Understanding the mental models of your customers is crucial in service design, for:
- Creating user-friendly experiences: By understanding the mental models of your customers, you can design services that align with their thought processes and make it easier for them to use and navigate.
- Identifying pain points: Mental models can reveal potential pain points in the customer journey. By understanding how customers think and behave, service designers can identify areas where customers may struggle or become frustrated.
- Improving communication: Mental models can also help service designers communicate more effectively with customers. By using language and concepts that align with customers’ mental models, designers can ensure that their message is easily understood.
- Differentiating from competitors: By understanding the mental models of your target audience, you can create a service that stands out from competitors and meets the unique needs and expectations of your customers.
Understanding (and validating!) mental models of your target audience is pivotal to designing sound digital services. Some of the benefits include:
Using mental models as a guide, designers can create digital services and websites that are intuitive, responsive and easy to use.
Cognitive load is the mind effort required to process information. A service requiring too much thinking can result in user frustration and make it less usable. Designing with mental models can reduce cognitive load by using what users already know - products and services feel familiar and 'made for me'.
Designers can create services that match the way users think and interact. Considering mental models helps identify usability barriers and create inclusive solutions for all users or customers, with varying abilities, such as limited digital literacy.
Understanding, and validating, mental models ensures sound design of services as we can better anticipate users needs and preferences and have validated data to support design decision and investment in developing new digital services.
Now that we understand the importance of mental models in service design, let’s explore some ways in which they can be applied.
The first step in understanding the mental models of your customers is to conduct user research. This can include surveys, interviews, and usability testing. By gathering insights directly from your target audience, you can gain a better understanding of their beliefs, assumptions, and behaviors.
Personas are fictional characters that represent different segments of your target audience. They are created based on user research and can help service designers understand the mental models of their customers. By creating personas, designers can better empathize with their customers and design services that meet their specific needs and expectations.
Customer journey mapping is a visual representation of the steps a customer takes when interacting with a service. By mapping out the customer journey, service designers can identify potential pain points and areas for improvement. This can also help designers understand how customers’ mental models may change throughout the journey.
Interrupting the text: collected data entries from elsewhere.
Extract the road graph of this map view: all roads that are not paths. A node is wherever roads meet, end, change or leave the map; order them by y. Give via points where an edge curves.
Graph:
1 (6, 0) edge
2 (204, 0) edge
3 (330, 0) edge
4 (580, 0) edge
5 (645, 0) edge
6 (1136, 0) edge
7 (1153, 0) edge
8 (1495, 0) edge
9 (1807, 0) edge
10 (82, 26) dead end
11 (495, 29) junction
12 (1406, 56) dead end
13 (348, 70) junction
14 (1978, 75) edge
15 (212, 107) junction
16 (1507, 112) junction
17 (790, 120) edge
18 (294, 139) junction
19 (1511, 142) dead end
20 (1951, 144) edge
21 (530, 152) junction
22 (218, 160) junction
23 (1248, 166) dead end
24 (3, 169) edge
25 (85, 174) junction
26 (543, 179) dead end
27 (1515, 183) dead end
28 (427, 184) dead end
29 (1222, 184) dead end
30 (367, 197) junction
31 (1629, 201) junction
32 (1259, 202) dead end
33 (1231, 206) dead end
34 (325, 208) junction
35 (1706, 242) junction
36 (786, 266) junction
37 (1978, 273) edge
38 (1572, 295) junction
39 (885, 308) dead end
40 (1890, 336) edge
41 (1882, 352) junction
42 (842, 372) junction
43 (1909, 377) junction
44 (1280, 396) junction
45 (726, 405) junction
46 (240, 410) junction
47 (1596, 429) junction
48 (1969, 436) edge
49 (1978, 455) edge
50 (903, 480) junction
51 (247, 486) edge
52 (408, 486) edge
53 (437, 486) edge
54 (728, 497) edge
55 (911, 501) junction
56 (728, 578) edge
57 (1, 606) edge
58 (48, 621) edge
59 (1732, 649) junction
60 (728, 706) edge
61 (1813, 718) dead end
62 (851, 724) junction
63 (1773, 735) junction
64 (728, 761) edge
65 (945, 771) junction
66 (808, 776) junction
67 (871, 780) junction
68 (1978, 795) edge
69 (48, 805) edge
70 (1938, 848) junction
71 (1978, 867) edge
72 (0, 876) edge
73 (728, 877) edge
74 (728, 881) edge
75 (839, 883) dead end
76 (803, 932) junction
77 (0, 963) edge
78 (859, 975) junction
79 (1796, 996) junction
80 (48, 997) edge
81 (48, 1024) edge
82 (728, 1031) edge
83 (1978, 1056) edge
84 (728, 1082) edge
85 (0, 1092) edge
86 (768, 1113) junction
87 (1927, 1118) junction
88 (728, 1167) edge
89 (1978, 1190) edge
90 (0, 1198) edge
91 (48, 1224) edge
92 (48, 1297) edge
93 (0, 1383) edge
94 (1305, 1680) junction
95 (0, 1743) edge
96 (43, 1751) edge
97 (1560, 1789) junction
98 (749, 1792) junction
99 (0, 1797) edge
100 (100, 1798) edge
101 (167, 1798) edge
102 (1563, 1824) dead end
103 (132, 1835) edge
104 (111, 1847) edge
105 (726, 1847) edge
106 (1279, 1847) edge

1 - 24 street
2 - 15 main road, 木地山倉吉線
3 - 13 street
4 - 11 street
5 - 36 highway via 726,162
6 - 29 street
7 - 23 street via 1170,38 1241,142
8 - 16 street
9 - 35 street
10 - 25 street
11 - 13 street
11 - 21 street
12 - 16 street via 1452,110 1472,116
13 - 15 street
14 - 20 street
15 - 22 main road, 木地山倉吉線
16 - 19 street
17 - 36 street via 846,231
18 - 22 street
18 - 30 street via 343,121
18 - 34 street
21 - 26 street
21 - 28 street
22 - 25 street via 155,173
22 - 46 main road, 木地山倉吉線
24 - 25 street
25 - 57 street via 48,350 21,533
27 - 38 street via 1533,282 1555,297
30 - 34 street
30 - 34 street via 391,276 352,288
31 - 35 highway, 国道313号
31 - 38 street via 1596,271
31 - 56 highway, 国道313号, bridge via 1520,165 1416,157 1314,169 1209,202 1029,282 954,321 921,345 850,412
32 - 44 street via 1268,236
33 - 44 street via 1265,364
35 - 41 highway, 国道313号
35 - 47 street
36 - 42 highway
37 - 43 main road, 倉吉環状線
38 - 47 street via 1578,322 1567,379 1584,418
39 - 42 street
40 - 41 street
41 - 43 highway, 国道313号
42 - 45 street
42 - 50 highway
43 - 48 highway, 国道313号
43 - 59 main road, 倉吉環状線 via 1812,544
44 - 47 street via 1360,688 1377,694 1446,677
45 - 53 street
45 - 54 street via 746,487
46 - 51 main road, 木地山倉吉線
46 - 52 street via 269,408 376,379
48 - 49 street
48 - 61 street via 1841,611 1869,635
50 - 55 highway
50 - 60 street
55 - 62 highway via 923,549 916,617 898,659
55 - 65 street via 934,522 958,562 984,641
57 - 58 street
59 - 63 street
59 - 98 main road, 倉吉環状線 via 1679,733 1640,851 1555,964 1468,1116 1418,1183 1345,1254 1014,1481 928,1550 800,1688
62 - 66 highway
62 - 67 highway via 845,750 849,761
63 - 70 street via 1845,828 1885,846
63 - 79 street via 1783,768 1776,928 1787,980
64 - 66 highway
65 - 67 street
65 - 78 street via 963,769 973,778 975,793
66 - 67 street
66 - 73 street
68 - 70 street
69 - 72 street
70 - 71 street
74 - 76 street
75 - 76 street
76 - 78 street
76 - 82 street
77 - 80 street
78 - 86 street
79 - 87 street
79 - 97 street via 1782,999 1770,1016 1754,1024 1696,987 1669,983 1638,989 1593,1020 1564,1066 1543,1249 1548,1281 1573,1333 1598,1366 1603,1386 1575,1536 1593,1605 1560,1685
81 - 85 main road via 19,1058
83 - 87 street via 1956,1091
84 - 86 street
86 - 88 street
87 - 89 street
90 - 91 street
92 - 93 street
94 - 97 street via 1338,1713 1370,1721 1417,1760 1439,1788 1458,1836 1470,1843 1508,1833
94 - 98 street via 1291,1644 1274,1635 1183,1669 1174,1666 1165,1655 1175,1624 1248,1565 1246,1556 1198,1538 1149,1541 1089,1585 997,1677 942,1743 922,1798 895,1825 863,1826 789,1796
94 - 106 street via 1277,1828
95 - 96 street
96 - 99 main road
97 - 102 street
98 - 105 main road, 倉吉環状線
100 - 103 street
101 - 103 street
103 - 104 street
Once you have a better understanding of your customers’ mental models, you can use this information to inform design decisions. For example, if your research reveals that customers have a particular belief or assumption about your service, you can design the service in a way that aligns with this mental model.
Airbnb is a prime example of a company that has successfully used mental models in service design. When the company first launched, they understood that many people had reservations about staying in a stranger’s home. To address this mental model, Airbnb created a feature that allowed hosts to verify their identity and provide a detailed profile, giving customers a sense of security and trust.
Amazon is another company that has used mental models to inform their service design. The company understood that customers often have a mental model of wanting to see and touch a product before making a purchase. To address this, Amazon introduced the “Look Inside” feature, which allows customers to preview the contents of a book before buying it.
Mental models play a crucial role in service design. By understanding the beliefs, assumptions, and behaviors of your customers, you can create more effective and user-friendly experiences. Through user research, persona creation, and customer journey mapping, service designers can gain a better understanding of their customers’ mental models and use this information to inform design decisions. By applying mental models in service design, companies can differentiate themselves from competitors and create services that meet the unique needs and expectations of their customers.